Saved data entries
*** Begin section ***
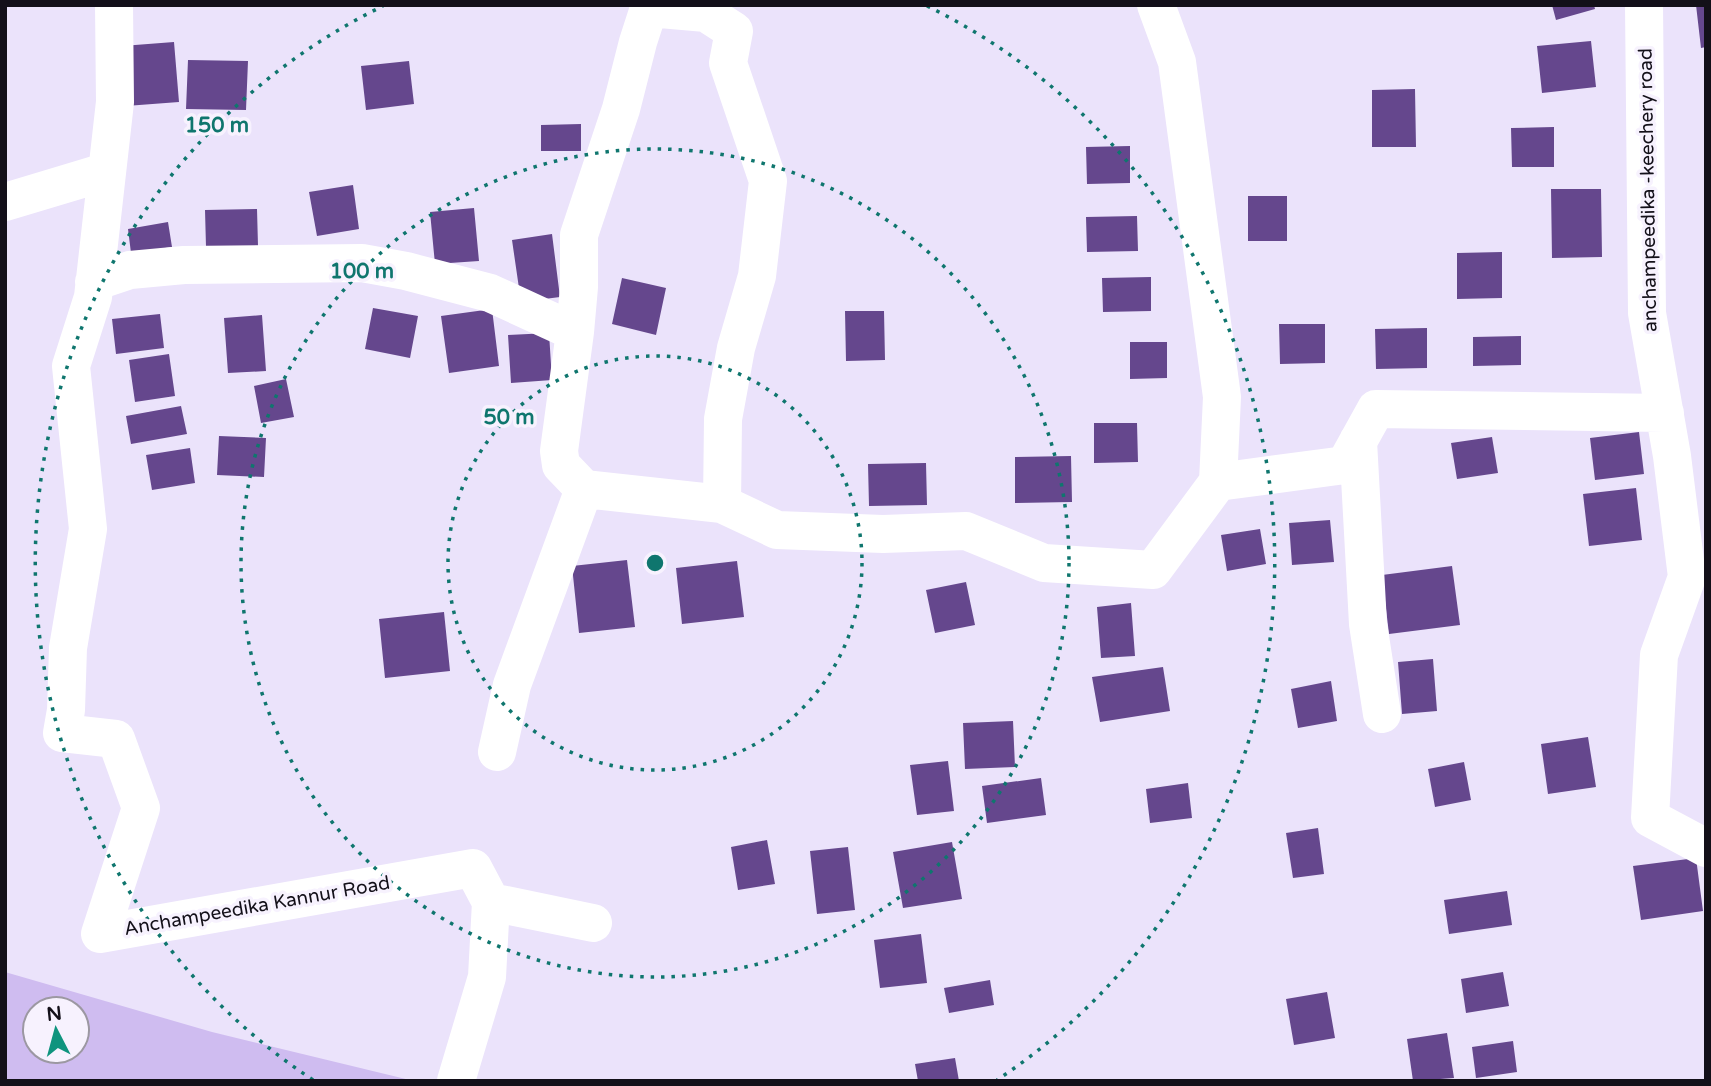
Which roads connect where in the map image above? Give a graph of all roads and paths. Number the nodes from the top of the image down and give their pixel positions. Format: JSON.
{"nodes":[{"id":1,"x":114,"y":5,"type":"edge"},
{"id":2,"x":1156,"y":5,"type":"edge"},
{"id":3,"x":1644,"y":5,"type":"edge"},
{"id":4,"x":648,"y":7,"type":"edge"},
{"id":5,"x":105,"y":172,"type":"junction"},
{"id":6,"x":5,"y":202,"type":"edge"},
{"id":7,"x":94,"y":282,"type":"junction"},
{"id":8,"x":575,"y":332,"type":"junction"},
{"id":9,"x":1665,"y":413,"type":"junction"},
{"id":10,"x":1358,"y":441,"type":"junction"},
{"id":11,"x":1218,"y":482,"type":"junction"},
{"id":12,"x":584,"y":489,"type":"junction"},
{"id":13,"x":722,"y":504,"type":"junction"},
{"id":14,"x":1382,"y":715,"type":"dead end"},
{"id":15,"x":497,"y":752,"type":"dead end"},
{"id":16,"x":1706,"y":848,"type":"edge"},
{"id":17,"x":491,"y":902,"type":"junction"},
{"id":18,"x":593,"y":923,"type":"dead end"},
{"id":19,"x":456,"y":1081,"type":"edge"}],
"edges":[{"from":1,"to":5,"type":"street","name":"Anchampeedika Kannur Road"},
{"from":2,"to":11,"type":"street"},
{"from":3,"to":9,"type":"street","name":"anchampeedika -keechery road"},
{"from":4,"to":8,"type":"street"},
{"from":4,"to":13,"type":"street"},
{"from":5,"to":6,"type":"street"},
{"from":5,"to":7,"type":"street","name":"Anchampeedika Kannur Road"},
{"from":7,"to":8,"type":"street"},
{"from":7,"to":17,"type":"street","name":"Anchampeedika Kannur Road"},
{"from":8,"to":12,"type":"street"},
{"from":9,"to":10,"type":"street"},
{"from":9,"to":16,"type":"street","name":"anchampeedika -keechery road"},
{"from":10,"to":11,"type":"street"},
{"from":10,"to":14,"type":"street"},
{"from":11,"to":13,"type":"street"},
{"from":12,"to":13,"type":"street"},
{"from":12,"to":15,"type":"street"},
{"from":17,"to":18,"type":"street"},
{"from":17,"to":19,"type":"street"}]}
*** End section ***
Repeat every record above exactly, but drop the pictures.

Which roads connect where in the map image above? Give a graph of all roads and paths. Number the nodes from the top of the image down and give their pixel positions. Format: JSON.
{"nodes":[{"id":1,"x":114,"y":5,"type":"edge"},
{"id":2,"x":1156,"y":5,"type":"edge"},
{"id":3,"x":1644,"y":5,"type":"edge"},
{"id":4,"x":648,"y":7,"type":"edge"},
{"id":5,"x":105,"y":172,"type":"junction"},
{"id":6,"x":5,"y":202,"type":"edge"},
{"id":7,"x":94,"y":282,"type":"junction"},
{"id":8,"x":575,"y":332,"type":"junction"},
{"id":9,"x":1665,"y":413,"type":"junction"},
{"id":10,"x":1358,"y":441,"type":"junction"},
{"id":11,"x":1218,"y":482,"type":"junction"},
{"id":12,"x":584,"y":489,"type":"junction"},
{"id":13,"x":722,"y":504,"type":"junction"},
{"id":14,"x":1382,"y":715,"type":"dead end"},
{"id":15,"x":497,"y":752,"type":"dead end"},
{"id":16,"x":1706,"y":848,"type":"edge"},
{"id":17,"x":491,"y":902,"type":"junction"},
{"id":18,"x":593,"y":923,"type":"dead end"},
{"id":19,"x":456,"y":1081,"type":"edge"}],
"edges":[{"from":1,"to":5,"type":"street","name":"Anchampeedika Kannur Road"},
{"from":2,"to":11,"type":"street"},
{"from":3,"to":9,"type":"street","name":"anchampeedika -keechery road"},
{"from":4,"to":8,"type":"street"},
{"from":4,"to":13,"type":"street"},
{"from":5,"to":6,"type":"street"},
{"from":5,"to":7,"type":"street","name":"Anchampeedika Kannur Road"},
{"from":7,"to":8,"type":"street"},
{"from":7,"to":17,"type":"street","name":"Anchampeedika Kannur Road"},
{"from":8,"to":12,"type":"street"},
{"from":9,"to":10,"type":"street"},
{"from":9,"to":16,"type":"street","name":"anchampeedika -keechery road"},
{"from":10,"to":11,"type":"street"},
{"from":10,"to":14,"type":"street"},
{"from":11,"to":13,"type":"street"},
{"from":12,"to":13,"type":"street"},
{"from":12,"to":15,"type":"street"},
{"from":17,"to":18,"type":"street"},
{"from":17,"to":19,"type":"street"}]}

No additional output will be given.